Now, as I say, if that provision had never been in, it would not do any harm not to have it. But having been in and having passed both Houses of Congress to strike it out now seems to me that that limits the purposes of the act in a way that might not be desirable. I am just making that as a suggestion.

Mr. LANHAM. It would be the abandonment of a declaration heretofore expressed?

Mr. ROGERS. I am afraid so.

Mr. DERENBERG. I represent the United States Trade-Mark Association. We have considered very carefully this bill, including the

American Bar Association amendments and we found that a special committee consisting partly of manufacturers and partly of lawyers approve this bill, including all the amendments except the one suggestion which was discussed by Mr. Rogers. Our lawyers advisory committee, of which Mr. Liddy is chairman and of which Mr. Rogers and Mr. Bailey and others are members, all felt that with one exception this language ought to be deleted. I would like to submit at this point a statement which we prepared in accordance with Mr. Rogers' suggestion that it would be a dangerous inference which may be created at this late time if this language would be deleted.

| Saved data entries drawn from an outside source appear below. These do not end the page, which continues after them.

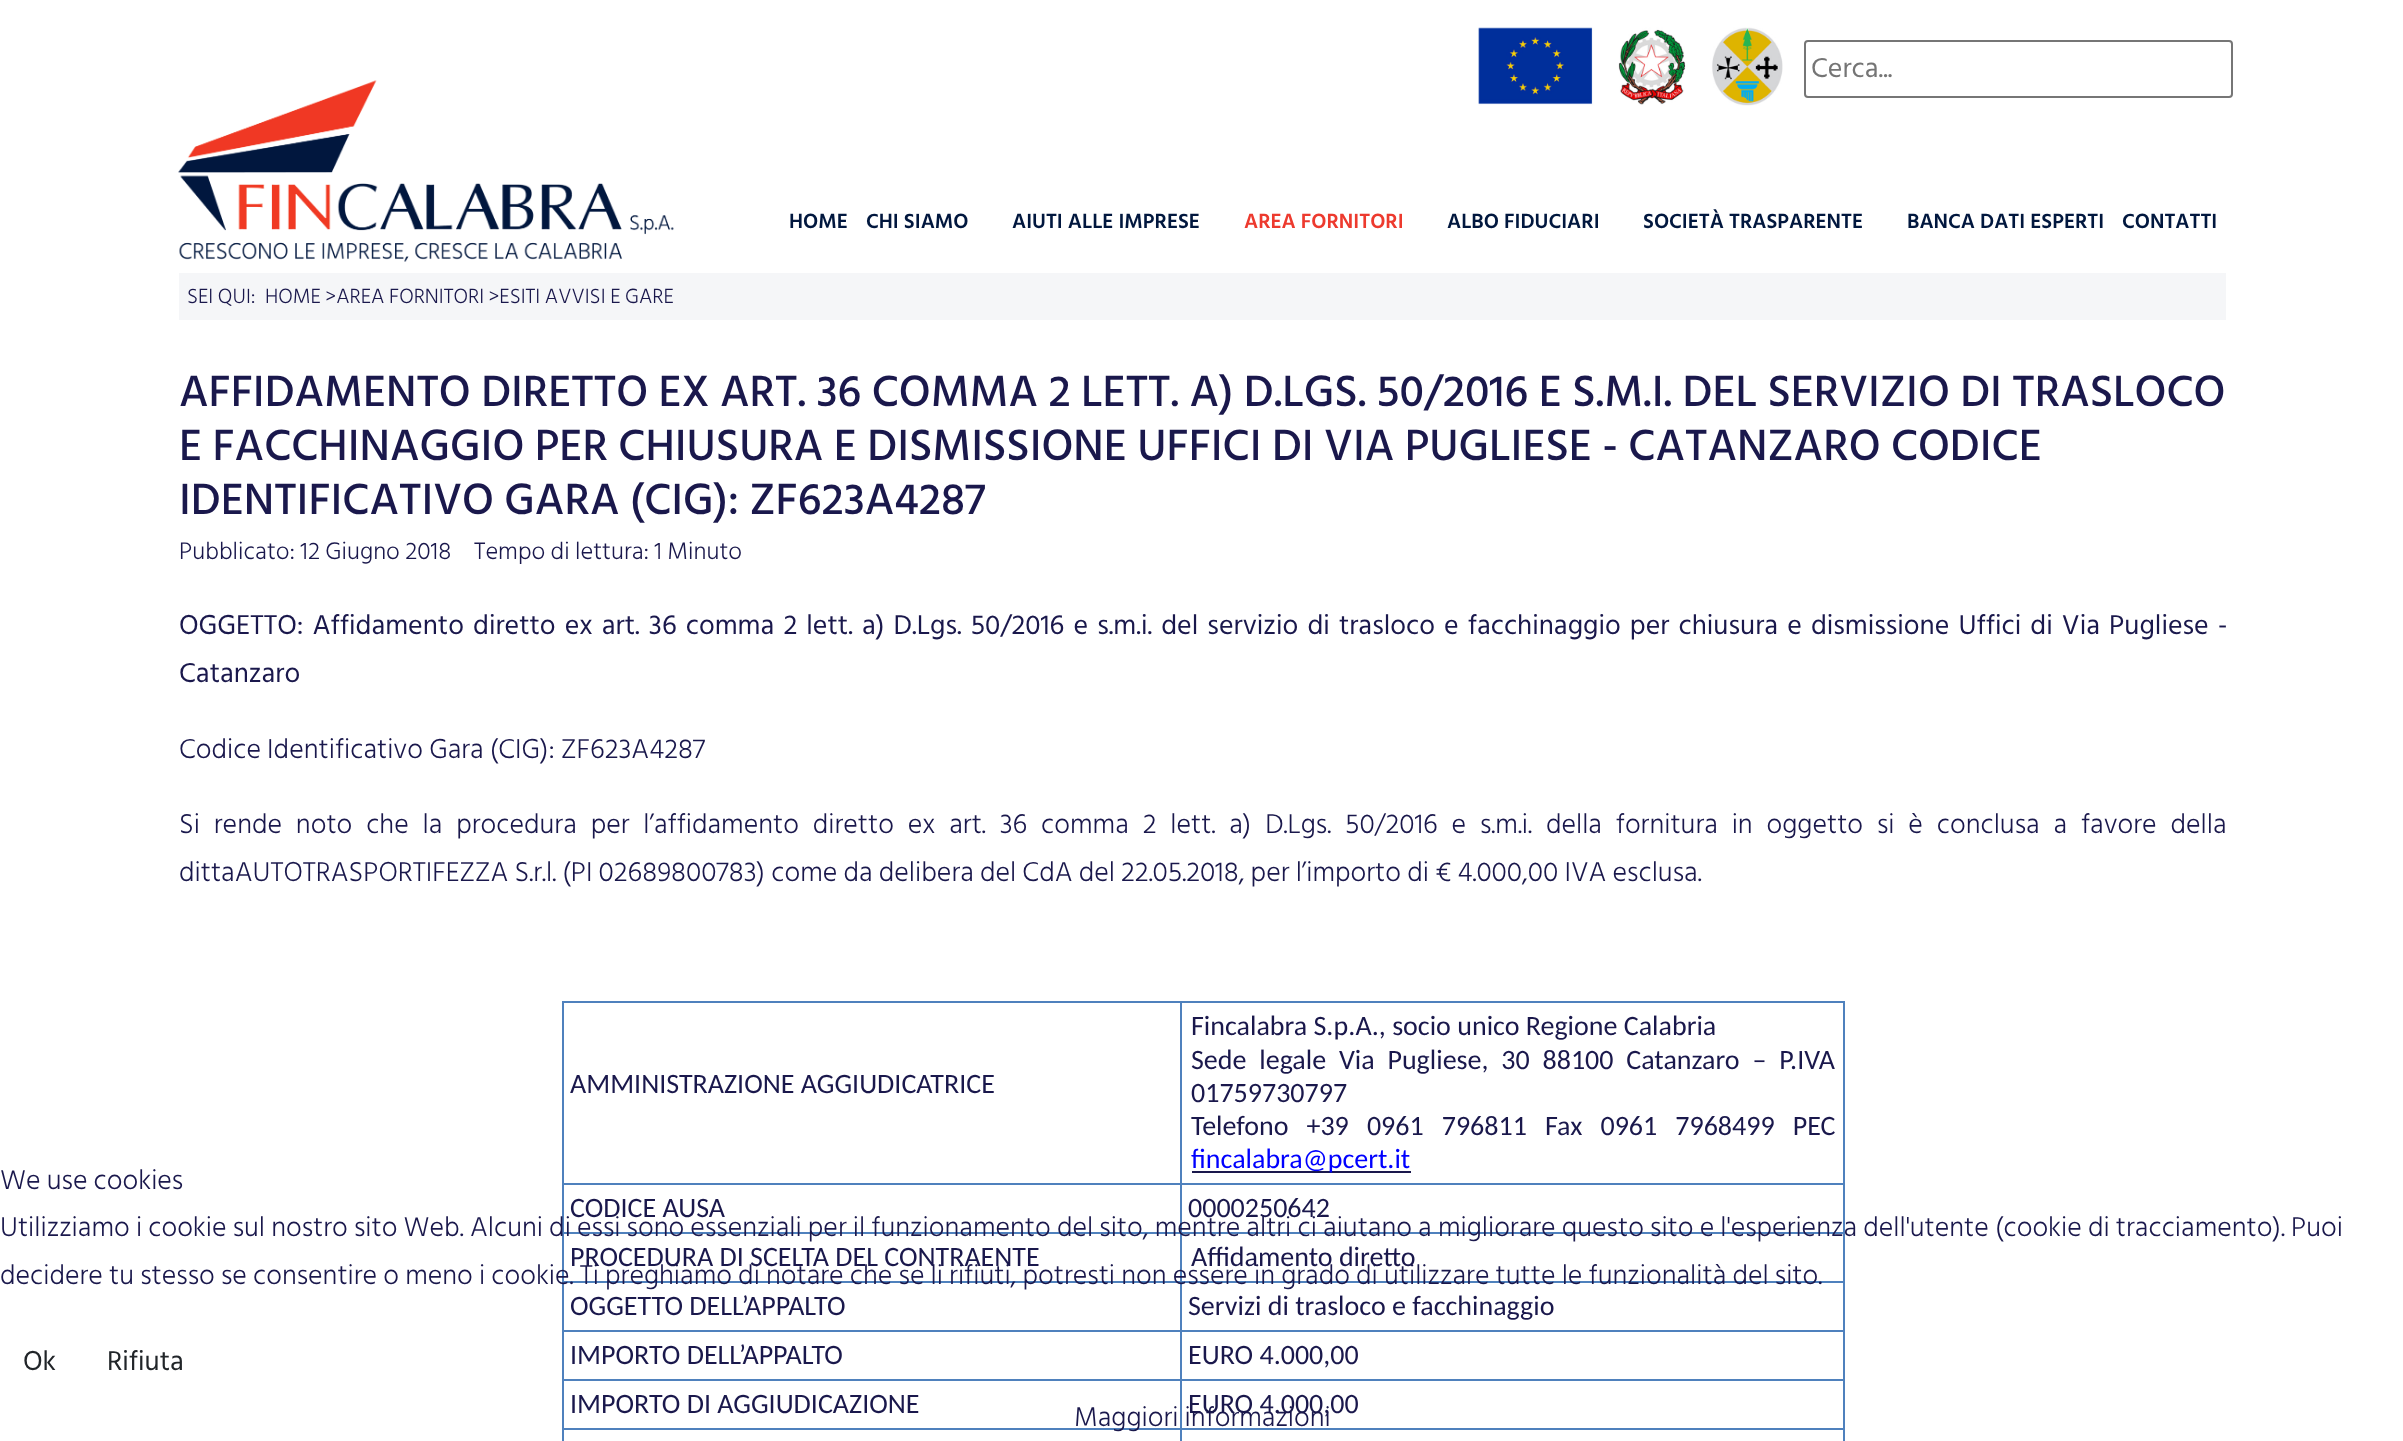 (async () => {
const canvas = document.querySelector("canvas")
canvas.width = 2403
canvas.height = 1441
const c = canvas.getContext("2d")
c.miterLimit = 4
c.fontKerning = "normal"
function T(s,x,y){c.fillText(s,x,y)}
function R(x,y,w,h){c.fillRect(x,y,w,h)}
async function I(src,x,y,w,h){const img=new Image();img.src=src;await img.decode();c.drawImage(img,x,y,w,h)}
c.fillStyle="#fff"
R(0,0,2403,1441)
await I("1.png",1478,27,305,79)
c.beginPath()
c.roundRect(1805,41,427,56,3)
c.strokeStyle="#767676"
c.lineWidth=2
c.stroke()
c.font="28px Hind Siliguri"
c.fillStyle="#757575"
T("Cerca...",1811,77)
await I("2.png",178,80,496,182)
c.font="600 21px Hind Siliguri"
c.fillStyle="#01173e"
T("HOME",789,228)
T("CHI SIAMO",866,228)
T("AIUTI ALLE IMPRESE",1012,228)
c.fillStyle="#ed3a2e"
T("AREA FORNITORI",1244,228)
c.fillStyle="#01173e"
T("ALBO FIDUCIARI",1447,228)
T("SOCIETÀ TRASPARENTE",1643,228)
T("BANCA DATI ESPERTI",1907,228)
T("CONTATTI",2122,228)
c.fillStyle="#f5f6f8"
R(179,273,2047,47)
c.font="300 21px Hind Siliguri"
c.fillStyle="#1a184c"
T("SEI QUI:",187,303)
T("HOME >AREA FORNITORI >ESITI AVVISI E GARE",265,303)
c.font="500 44.8px Hind Siliguri"
T("AFFIDAMENTO DIRETTO EX ART. 36 COMMA 2 LETT. A) D.LGS. 50/2016 E S.M.I. DEL SERVIZIO DI TRASLOCO",179,406)
T("E FACCHINAGGIO PER CHIUSURA E DISMISSIONE UFFICI DI VIA PUGLIESE - CATANZARO CODICE",179,460)
T("IDENTIFICATIVO GARA (CIG): ZF623A4287",179,514)
c.font="300 24.5px Hind Siliguri"
T("Pubblicato: 12 Giugno 2018",179,559)
T("Tempo di lettura: 1 Minuto",474,559)
c.wordSpacing="2.8px"
c.font="28px Hind Siliguri"
T("OGGETTO: Affidamento diretto ex art. 36 comma 2 lett. a) D.Lgs. 50/2016 e s.m.i. del servizio di trasloco e facchinaggio per chiusura e dismissione Uffici di Via Pugliese -",179,634)
c.wordSpacing="0px"
T("Catanzaro",179,682)
c.font="300 28px Hind Siliguri"
T("Codice Identificativo Gara (CIG): ZF623A4287",179,758)
c.wordSpacing="7.7px"
T("Si rende noto che la procedura per l’affidamento diretto ex art. 36 comma 2 lett. a) D.Lgs. 50/2016 e s.m.i. della fornitura in oggetto si è conclusa a favore della",179,833)
c.wordSpacing="0px"
T("dittaAUTOTRASPORTIFEZZA S.r.l. (PI 02689800783) come da delibera del CdA del 22.05.2018, per l’importo di € 4.000,00 IVA esclusa.",179,881)
c.fillStyle="#4f81bd"
R(1180,1001,665,2)
R(1180,1183,665,2)
R(1180,1232,665,2)
R(1180,1281,665,2)
R(1180,1330,665,2)
R(1180,1379,665,2)
R(1180,1428,665,2)
R(1180,1428,2,13)
R(562,1428,619,2)
R(1180,1379,2,51)
R(562,1379,619,2)
R(1180,1330,2,51)
R(562,1330,619,2)
R(1180,1281,2,51)
R(562,1281,619,2)
R(1180,1232,2,51)
R(562,1232,619,2)
R(1180,1183,2,51)
R(562,1183,619,2)
R(1180,1001,2,184)
R(562,1001,619,2)
R(562,1428,2,13)
R(562,1379,2,51)
R(562,1330,2,51)
R(562,1281,2,51)
R(562,1232,2,51)
R(562,1183,2,51)
R(562,1001,2,184)
c.font="28px Carlito"
c.fillStyle="#1a184c"
T("AMMINISTRAZIONE AGGIUDICATRICE",570,1093)
c.fillStyle="#4f81bd"
R(1843,1428,2,13)
R(1843,1379,2,51)
R(1843,1330,2,51)
R(1843,1281,2,51)
R(1843,1232,2,51)
R(1843,1183,2,51)
R(1843,1001,2,184)
c.fillStyle="#1a184c"
T("Fincalabra S.p.A., socio unico Regione Calabria",1191,1035)
c.wordSpacing="6.5px"
T("Sede legale Via Pugliese, 30 88100 Catanzaro – P.IVA",1191,1069)
c.wordSpacing="0px"
T("01759730797",1191,1102)
c.wordSpacing="11.75px"
T("Telefono +39 0961 796811 Fax 0961 7968499 PEC",1191,1135)
R(1192,1171,219,2)
c.wordSpacing="0px"
c.fillStyle="#00f"
T("fincalabra@pcert.it",1191,1168)
c.fillStyle="#1a184c"
T("CODICE AUSA",570,1217)
T("0000250642",1188,1217)
T("PROCEDURA DI SCELTA DEL CONTRAENTE",570,1266)
T("Affidamento diretto",1191,1266)
T("OGGETTO DELL’APPALTO",570,1315)
T("Servizi di trasloco e facchinaggio",1188,1315)
T("IMPORTO DELL’APPALTO",570,1364)
T("EURO 4.000,00",1188,1364)
T("IMPORTO DI AGGIUDICAZIONE",570,1413)
T("EURO 4.000,00",1188,1413)
c.font="300 28px Hind Siliguri"
T("We use cookies",0,1189)
T("Utilizziamo i cookie sul nostro sito Web. Alcuni di essi sono essenziali per il funzionamento del sito, mentre altri ci aiutano a migliorare questo sito e l'esperienza dell'utente (cookie di tracciamento). Puoi",0,1236)
T("decidere tu stesso se consentire o meno i cookie. Ti preghiamo di notare che se li rifiuti, potresti non essere in grado di utilizzare tutte le funzionalità del sito.",0,1284)
c.font="28px Hind Siliguri"
c.fillStyle="#212529"
T("Ok",23,1370)
T("Rifiuta",107,1370)
c.font="300 28px Hind Siliguri"
c.fillStyle="#1a184c"
T("Maggiori informazioni",1074,1426)
})() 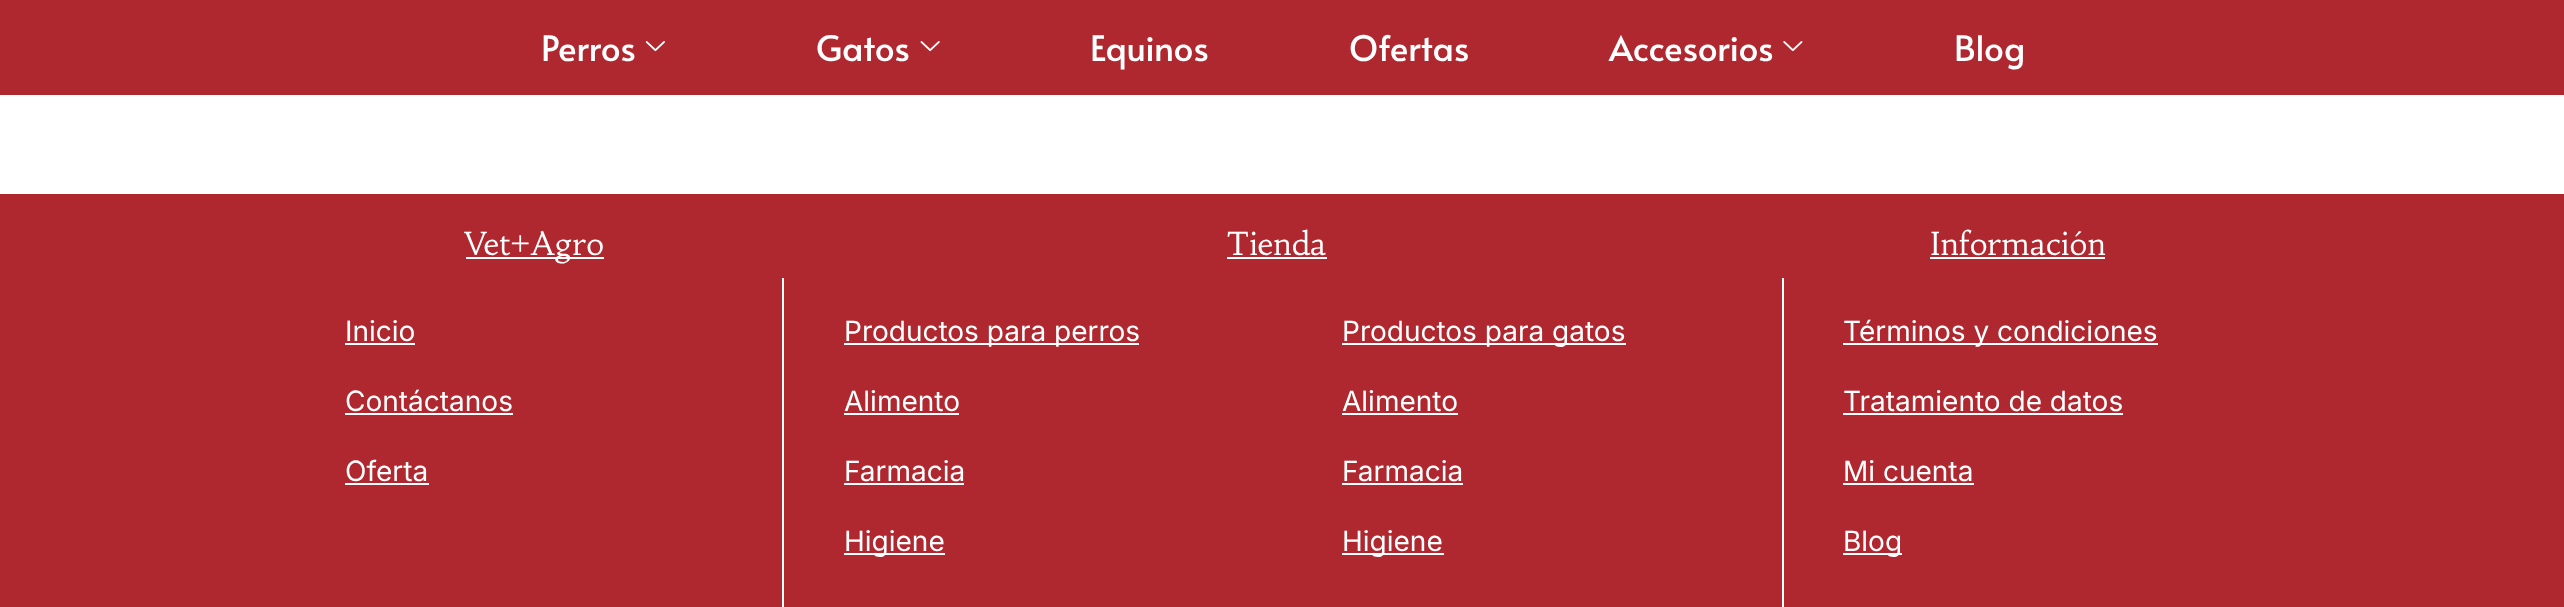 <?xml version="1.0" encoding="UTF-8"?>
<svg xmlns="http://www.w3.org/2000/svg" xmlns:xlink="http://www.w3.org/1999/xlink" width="2564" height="607">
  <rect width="100%" height="100%" fill="#ffffff" />
  <rect width="2564" height="95" fill="#af272f" />
  <image x="645" y="41" width="20" height="11" xlink:href="image1.png" />
  <image x="920" y="41" width="20" height="11" xlink:href="image2.png" />
  <image x="1783" y="41" width="20" height="11" xlink:href="image3.png" />
  <rect y="194" width="2564" height="413" fill="#af272f" />
  <rect x="466" y="257" width="138" height="2" fill="#ffffff" />
  <rect x="1227" y="257" width="100" height="2" fill="#ffffff" />
  <rect x="1930" y="257" width="175" height="2" fill="#ffffff" />
  <rect x="782" y="278" width="2" height="329" fill="#ffffff" />
  <rect x="345" y="343" width="70" height="2" fill="#ffffff" />
  <rect x="345" y="413" width="168" height="2" fill="#ffffff" />
  <rect x="345" y="483" width="84" height="2" fill="#ffffff" />
  <rect x="844" y="343" width="295" height="2" fill="#ffffff" />
  <rect x="844" y="413" width="115" height="2" fill="#ffffff" />
  <rect x="844" y="483" width="120" height="2" fill="#ffffff" />
  <rect x="844" y="553" width="101" height="2" fill="#ffffff" />
  <rect x="1342" y="343" width="284" height="2" fill="#ffffff" />
  <rect x="1342" y="413" width="116" height="2" fill="#ffffff" />
  <rect x="1342" y="483" width="121" height="2" fill="#ffffff" />
  <rect x="1342" y="553" width="102" height="2" fill="#ffffff" />
  <rect x="1782" y="278" width="2" height="329" fill="#ffffff" />
  <rect x="1843" y="343" width="315" height="2" fill="#ffffff" />
  <rect x="1843" y="413" width="280" height="2" fill="#ffffff" />
  <rect x="1843" y="483" width="131" height="2" fill="#ffffff" />
  <rect x="1843" y="553" width="59" height="2" fill="#ffffff" />
  <text x="541" y="61" style="font-family: Alata; font-size: 35px; fill: #ffffff">Perros</text>
  <text x="816" y="61" style="font-family: Alata; font-size: 35px; fill: #ffffff">Gatos</text>
  <text x="1090" y="61" style="font-family: Alata; font-size: 35px; fill: #ffffff">Equinos</text>
  <text x="1349" y="61" style="font-family: Alata; font-size: 35px; fill: #ffffff">Ofertas</text>
  <text x="1609" y="61" style="font-family: Alata; font-size: 35px; fill: #ffffff">Accesorios</text>
  <text x="1954" y="61" style="font-family: Alata; font-size: 35px; fill: #ffffff">Blog</text>
  <text x="465" y="255" style="font-family: Habibi; font-size: 31.5px; fill: #ffffff">Vet+Agro</text>
  <text x="1226" y="255" style="font-family: Habibi; font-size: 31.5px; fill: #ffffff">Tienda</text>
  <text x="1930" y="255" style="font-family: Habibi; font-size: 31.5px; fill: #ffffff">Información</text>
  <text x="345" y="341" style="font-family: Inter; font-size: 28px; fill: #ffffff">Inicio</text>
  <text x="345" y="411" style="font-family: Inter; font-size: 28px; fill: #ffffff">Contáctanos</text>
  <text x="345" y="481" style="font-family: Inter; font-size: 28px; fill: #ffffff">Oferta</text>
  <text x="844" y="341" style="font-family: Inter; font-size: 28px; fill: #ffffff">Productos para perros</text>
  <text x="844" y="411" style="font-family: Inter; font-size: 28px; fill: #ffffff">Alimento</text>
  <text x="844" y="481" style="font-family: Inter; font-size: 28px; fill: #ffffff">Farmacia</text>
  <text x="844" y="551" style="font-family: Inter; font-size: 28px; fill: #ffffff">Higiene</text>
  <text x="1342" y="341" style="font-family: Inter; font-size: 28px; fill: #ffffff">Productos para gatos</text>
  <text x="1342" y="411" style="font-family: Inter; font-size: 28px; fill: #ffffff">Alimento</text>
  <text x="1342" y="481" style="font-family: Inter; font-size: 28px; fill: #ffffff">Farmacia</text>
  <text x="1342" y="551" style="font-family: Inter; font-size: 28px; fill: #ffffff">Higiene</text>
  <text x="1843" y="341" style="font-family: Inter; font-size: 28px; fill: #ffffff">Términos y condiciones</text>
  <text x="1843" y="411" style="font-family: Inter; font-size: 28px; fill: #ffffff">Tratamiento de datos</text>
  <text x="1843" y="481" style="font-family: Inter; font-size: 28px; fill: #ffffff">Mi cuenta</text>
  <text x="1843" y="551" style="font-family: Inter; font-size: 28px; fill: #ffffff">Blog</text>
</svg>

Mr. LANHAM. Yes; that will be inserted in the record.

Mr. DERENBERG. When this memorandum was prepared we had no knowledge of section 29, the deposit section. Our approval of the bill and of the amendments does not include section 29.

Mr. LANHAM. That is understood generally, I think, from the former discussion.

Mr. DERENBERG. The following is the memorandum submitted to the House Committee on Patents, subcommittee on trade-marks, by the United States Trade-Mark Association in support of H. R. 5461.

The United States Trade-Mark Association was organized in 1878 and incorporated in 1887 as a nonprofit-making membership corporation under the laws of the State of New York. It is the oldest association of its kind in this country and the only one whose entire purpose and aim is the protection of trade-mark rights. As shown in the attached roster, several hundred national manufacturers and trade-mark owners are regular members of the association, while many leading patent and trade-mark attorneys are associate members.

Foremost among the activities of the United States Trade-Mark Association have always been its efforts to bring about a Federal trade-mark statute which would afford the registrant thereunder and the public the strongest possible protections attainable under our constitutional system. It has become more and more recognized during the last 20 years that our present Trade-Mark Acts are inadequate.

In order to obtain a truly representative expression of opinion from its entire membership, the United States Trade-Mark Association late in 1939 formed a special committee, constituted partly of manufacturers and partly of lawyers, to study the Lanham bill. The association's lawyer's advisory committee, as well as special committees of other national trade groups and bar associations, also made a comprehensive study of the bill.

H. R. 5461, now before this committee, represents, with a few minor changes, the result of the combined efforts of these groups. Since its adoption, however, the trade-mark committee of the American Bar Association has studied the bill and upon its recommendation the American Bar Association approved at its recent meeting in Indianapolis several proposed amendments to the bill, particularly to sections 15 and 32 thereof. The American Bar Association amendments were referred to the association's lawyers' advisory committee, which, after careful study, recommended to the board of directors that the American Bar Association amendments be endorsed and supported, with the one exception noted hereinafter under "IV." The board of directors of the United States Trade-Mark Association has approved the recommendation of the lawyers' advisory committee.

IV

Section 45 of H. R. 5461 declares it to be the purpose of the act, inter alia, "to protect registered marks used in interstate commerce from interference by State or territorial legislation." The American Bar Association recommends the elimination of this declaration of policy. It is respectfully submitted that

the above-quoted sentence should be retained in the act. It is our belief that by now striking this statement, a dangerous inference might be created to the effect that the belated deletion of this language would indicate an intention on the part of Congress to permit the various States to interfere with nationally registered trade-marks in any way which is not expressly prohibited by other sections of the act. This interpretation might, for example, permit the taxing of such trade-marks by the States or the imposition of other burdens and conditions on the use of such registered marks. This would be contrary to the fundamental purpose of the bill and would also lose sight of the fundamental principle of constitutional law that concurrent jurisdiction over commerce between the Federal Government and the States exists only to the extent that such jurisdiction is not exclusively appropriated and exercised by the Federal Government. It seems to be entirely proper, therefore, that the intention of Congress to exclude the State governments from any interference with the use of registered marks in interstate commerce should be unequivocally declared in the act.

V

H. R. 5461 having received most careful study by the United States Trade-Mark Association as well as by many other leading trade groups and business concerns, it is our firm conviction that this bill, if enacted into law, would constitute a decisive step forward in the protection of trade-mark owners and consumers in this country.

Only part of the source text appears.